[RECORDED DATA Boundary: Start]
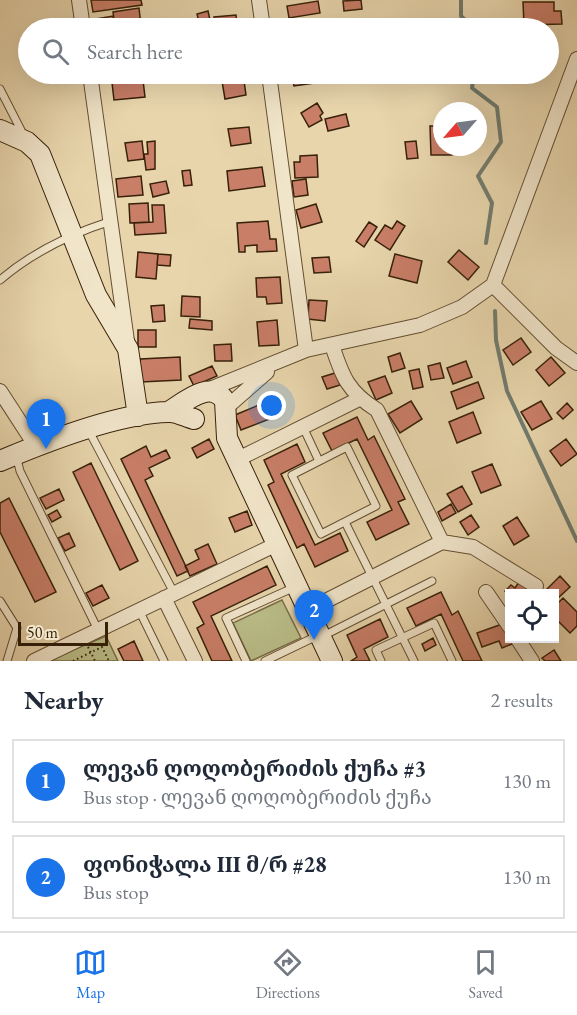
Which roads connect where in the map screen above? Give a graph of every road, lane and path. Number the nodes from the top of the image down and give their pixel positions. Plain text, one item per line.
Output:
1 (79, 0) edge
2 (259, 0) edge
3 (82, 18) edge
4 (262, 18) edge
5 (577, 59) edge
6 (91, 84) edge
7 (270, 84) edge
8 (0, 89) edge
9 (0, 130) edge
10 (27, 142) junction
11 (111, 221) junction
12 (72, 233) junction
13 (1, 277) edge
14 (493, 285) junction
15 (332, 345) junction
16 (128, 349) junction
17 (306, 350) junction
18 (577, 363) edge
19 (275, 365) junction
20 (0, 391) edge
21 (200, 394) junction
22 (359, 399) junction
23 (170, 411) junction
24 (138, 416) junction
25 (214, 418) junction
26 (303, 427) junction
27 (87, 429) junction
28 (35, 445) junction
29 (8, 458) edge
30 (238, 459) junction
31 (320, 461) junction
32 (345, 522) junction
33 (442, 542) junction
34 (277, 544) junction
35 (372, 577) junction
36 (432, 581) dead end
37 (297, 586) junction
38 (536, 586) dead end
39 (486, 592) dead end
40 (169, 596) junction
41 (0, 601) edge
42 (386, 605) junction
43 (308, 609) junction
44 (139, 610) junction
45 (505, 620) edge
46 (99, 632) junction
47 (320, 636) junction
48 (402, 637) junction
49 (520, 643) edge
50 (6, 661) edge
51 (34, 661) edge
52 (74, 661) edge
53 (109, 661) edge
54 (164, 661) edge
55 (195, 661) edge
56 (246, 661) edge
57 (265, 661) edge
58 (332, 661) edge
59 (381, 661) edge
60 (414, 661) edge
61 (452, 661) edge
62 (532, 661) edge

1 - 3 street
2 - 4 street
5 - 14 street
6 - 11 street
7 - 17 street
8 - 10 lane
9 - 10 street
10 - 12 street
11 - 12 lane
11 - 16 street
12 - 13 lane
12 - 16 street
14 - 15 street
14 - 18 street
15 - 17 street
15 - 22 street
16 - 24 street
17 - 19 street
19 - 21 street
19 - 25 street
20 - 28 street
21 - 23 street
21 - 25 street
21 - 25 street
22 - 26 street
22 - 33 street
23 - 24 street
23 - 25 street
24 - 27 street
25 - 30 street
26 - 30 street
26 - 31 lane
27 - 28 street
27 - 40 lane
28 - 29 street
29 - 46 lane
30 - 34 street
31 - 32 lane
31 - 32 lane
32 - 35 lane
33 - 35 street
33 - 38 street
34 - 37 street
34 - 40 street
35 - 42 lane
35 - 43 street
36 - 42 lane
37 - 43 street
37 - 56 lane
39 - 45 street
40 - 44 street
40 - 55 street
41 - 50 lane
42 - 47 lane
42 - 48 lane
43 - 47 street
44 - 46 street
44 - 54 lane
46 - 51 street
47 - 57 lane
47 - 58 street
48 - 59 lane
48 - 60 lane
48 - 61 lane
49 - 62 street
52 - 53 path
[RECORDED DATA Boundary: End]
### TASK BRIEF
If the word "dead" is on a line above, return that line.

### PROBLEM SOLUTION
36 (432, 581) dead end
38 (536, 586) dead end
39 (486, 592) dead end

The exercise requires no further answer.